Data for analysis =>
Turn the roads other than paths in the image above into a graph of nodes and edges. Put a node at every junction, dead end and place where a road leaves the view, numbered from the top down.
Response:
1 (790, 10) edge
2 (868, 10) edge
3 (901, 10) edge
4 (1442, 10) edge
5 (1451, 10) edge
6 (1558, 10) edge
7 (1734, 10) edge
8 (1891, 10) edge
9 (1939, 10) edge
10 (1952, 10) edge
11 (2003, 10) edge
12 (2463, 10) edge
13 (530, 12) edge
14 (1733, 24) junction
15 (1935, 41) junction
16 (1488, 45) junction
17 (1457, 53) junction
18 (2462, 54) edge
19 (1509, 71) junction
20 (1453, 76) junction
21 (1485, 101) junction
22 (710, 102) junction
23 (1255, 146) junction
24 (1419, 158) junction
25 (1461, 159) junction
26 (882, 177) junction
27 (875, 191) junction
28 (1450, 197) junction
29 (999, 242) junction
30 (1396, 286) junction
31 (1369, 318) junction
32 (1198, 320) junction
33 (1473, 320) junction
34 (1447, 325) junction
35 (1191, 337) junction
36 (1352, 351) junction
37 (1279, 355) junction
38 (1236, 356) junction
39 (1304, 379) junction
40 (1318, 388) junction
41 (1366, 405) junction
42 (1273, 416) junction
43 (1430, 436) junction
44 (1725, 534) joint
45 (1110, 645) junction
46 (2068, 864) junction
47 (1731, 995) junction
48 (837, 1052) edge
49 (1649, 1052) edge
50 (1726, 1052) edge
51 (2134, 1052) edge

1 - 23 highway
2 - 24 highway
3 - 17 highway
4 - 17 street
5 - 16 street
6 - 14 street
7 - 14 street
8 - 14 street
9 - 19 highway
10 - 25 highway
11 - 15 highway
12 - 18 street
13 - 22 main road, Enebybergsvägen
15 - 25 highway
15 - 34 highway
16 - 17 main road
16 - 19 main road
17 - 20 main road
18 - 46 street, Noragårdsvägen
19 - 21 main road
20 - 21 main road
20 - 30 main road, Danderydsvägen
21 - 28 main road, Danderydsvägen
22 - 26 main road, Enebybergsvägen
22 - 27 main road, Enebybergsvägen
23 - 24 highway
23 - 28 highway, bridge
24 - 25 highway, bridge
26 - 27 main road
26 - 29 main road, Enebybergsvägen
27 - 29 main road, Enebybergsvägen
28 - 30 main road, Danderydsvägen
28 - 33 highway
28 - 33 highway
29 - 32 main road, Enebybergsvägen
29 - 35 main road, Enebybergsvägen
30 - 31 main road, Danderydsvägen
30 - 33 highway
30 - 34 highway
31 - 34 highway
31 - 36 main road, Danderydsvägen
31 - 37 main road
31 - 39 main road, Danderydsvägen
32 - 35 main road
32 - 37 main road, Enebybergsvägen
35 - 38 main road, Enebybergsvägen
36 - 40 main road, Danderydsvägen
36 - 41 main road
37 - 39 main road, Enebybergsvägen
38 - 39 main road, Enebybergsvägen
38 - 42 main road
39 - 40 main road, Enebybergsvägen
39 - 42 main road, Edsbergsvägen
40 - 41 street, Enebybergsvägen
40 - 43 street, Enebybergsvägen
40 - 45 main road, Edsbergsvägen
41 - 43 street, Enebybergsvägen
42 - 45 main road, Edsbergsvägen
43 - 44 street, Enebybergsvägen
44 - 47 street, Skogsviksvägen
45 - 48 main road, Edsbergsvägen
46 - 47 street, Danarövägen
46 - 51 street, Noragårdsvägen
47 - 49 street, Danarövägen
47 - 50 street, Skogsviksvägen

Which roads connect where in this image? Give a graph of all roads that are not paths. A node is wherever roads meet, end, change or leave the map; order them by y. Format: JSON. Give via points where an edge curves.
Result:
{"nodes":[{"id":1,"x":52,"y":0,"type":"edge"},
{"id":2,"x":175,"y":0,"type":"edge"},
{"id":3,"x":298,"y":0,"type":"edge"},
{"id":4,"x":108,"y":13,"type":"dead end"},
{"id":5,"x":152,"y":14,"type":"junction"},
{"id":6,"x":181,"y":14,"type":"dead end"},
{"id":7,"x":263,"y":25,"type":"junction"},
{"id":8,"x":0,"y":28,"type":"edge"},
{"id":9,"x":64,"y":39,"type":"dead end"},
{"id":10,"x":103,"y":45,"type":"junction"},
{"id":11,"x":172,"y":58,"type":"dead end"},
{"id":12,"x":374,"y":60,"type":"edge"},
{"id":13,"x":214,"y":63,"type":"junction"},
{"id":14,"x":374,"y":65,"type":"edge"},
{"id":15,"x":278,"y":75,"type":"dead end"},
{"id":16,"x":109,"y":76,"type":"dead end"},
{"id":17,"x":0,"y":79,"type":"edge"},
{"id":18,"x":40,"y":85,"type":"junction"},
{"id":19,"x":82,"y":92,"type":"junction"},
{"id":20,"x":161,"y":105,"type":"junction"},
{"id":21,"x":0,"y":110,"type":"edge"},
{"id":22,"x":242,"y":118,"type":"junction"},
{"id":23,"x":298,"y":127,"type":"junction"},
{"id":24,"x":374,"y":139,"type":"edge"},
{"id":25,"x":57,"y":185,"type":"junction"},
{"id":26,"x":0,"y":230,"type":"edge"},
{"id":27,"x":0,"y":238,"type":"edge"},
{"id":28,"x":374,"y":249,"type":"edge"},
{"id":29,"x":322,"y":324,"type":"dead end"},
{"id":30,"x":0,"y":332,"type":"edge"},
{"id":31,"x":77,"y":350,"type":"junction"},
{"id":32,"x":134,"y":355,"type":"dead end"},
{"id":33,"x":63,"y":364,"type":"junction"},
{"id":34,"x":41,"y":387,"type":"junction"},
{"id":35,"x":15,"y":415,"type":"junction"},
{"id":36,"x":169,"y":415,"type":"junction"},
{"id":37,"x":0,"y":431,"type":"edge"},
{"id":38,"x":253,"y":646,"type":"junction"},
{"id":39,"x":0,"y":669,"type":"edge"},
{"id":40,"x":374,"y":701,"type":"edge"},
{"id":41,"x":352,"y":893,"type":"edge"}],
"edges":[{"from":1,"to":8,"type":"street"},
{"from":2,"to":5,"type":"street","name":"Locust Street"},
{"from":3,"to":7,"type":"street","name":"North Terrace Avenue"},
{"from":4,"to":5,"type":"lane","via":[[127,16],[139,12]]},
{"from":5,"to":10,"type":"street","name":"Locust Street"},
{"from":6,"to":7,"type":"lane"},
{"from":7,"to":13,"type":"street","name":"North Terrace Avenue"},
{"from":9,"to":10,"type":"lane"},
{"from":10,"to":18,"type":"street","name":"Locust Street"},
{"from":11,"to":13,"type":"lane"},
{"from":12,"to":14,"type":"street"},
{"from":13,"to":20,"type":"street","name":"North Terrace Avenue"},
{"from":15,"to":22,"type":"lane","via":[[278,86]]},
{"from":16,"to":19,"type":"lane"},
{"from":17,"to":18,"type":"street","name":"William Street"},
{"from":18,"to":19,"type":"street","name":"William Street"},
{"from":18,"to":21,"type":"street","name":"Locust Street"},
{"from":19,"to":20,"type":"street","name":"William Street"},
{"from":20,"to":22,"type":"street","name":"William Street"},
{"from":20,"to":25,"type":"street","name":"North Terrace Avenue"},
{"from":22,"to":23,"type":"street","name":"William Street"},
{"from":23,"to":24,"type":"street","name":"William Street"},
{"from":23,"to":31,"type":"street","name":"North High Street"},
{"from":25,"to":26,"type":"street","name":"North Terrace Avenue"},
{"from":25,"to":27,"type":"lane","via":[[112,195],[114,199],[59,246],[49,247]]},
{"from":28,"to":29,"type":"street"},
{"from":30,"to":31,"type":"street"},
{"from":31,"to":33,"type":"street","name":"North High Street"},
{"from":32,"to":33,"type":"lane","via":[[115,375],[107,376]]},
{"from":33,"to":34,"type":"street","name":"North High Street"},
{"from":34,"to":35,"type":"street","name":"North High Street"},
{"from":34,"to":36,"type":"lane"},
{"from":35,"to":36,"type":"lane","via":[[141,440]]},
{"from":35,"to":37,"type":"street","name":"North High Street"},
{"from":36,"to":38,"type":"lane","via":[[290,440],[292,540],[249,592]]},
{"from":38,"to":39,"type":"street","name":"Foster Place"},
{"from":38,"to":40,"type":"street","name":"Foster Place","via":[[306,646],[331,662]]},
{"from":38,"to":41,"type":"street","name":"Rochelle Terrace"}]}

Task directions =>
Where the string "lane" occurs in a line of the material above, copy the whole line.

Written solution =>
{"from":4,"to":5,"type":"lane","via":[[127,16],[139,12]]},
{"from":6,"to":7,"type":"lane"},
{"from":9,"to":10,"type":"lane"},
{"from":11,"to":13,"type":"lane"},
{"from":15,"to":22,"type":"lane","via":[[278,86]]},
{"from":16,"to":19,"type":"lane"},
{"from":25,"to":27,"type":"lane","via":[[112,195],[114,199],[59,246],[49,247]]},
{"from":32,"to":33,"type":"lane","via":[[115,375],[107,376]]},
{"from":34,"to":36,"type":"lane"},
{"from":35,"to":36,"type":"lane","via":[[141,440]]},
{"from":36,"to":38,"type":"lane","via":[[290,440],[292,540],[249,592]]},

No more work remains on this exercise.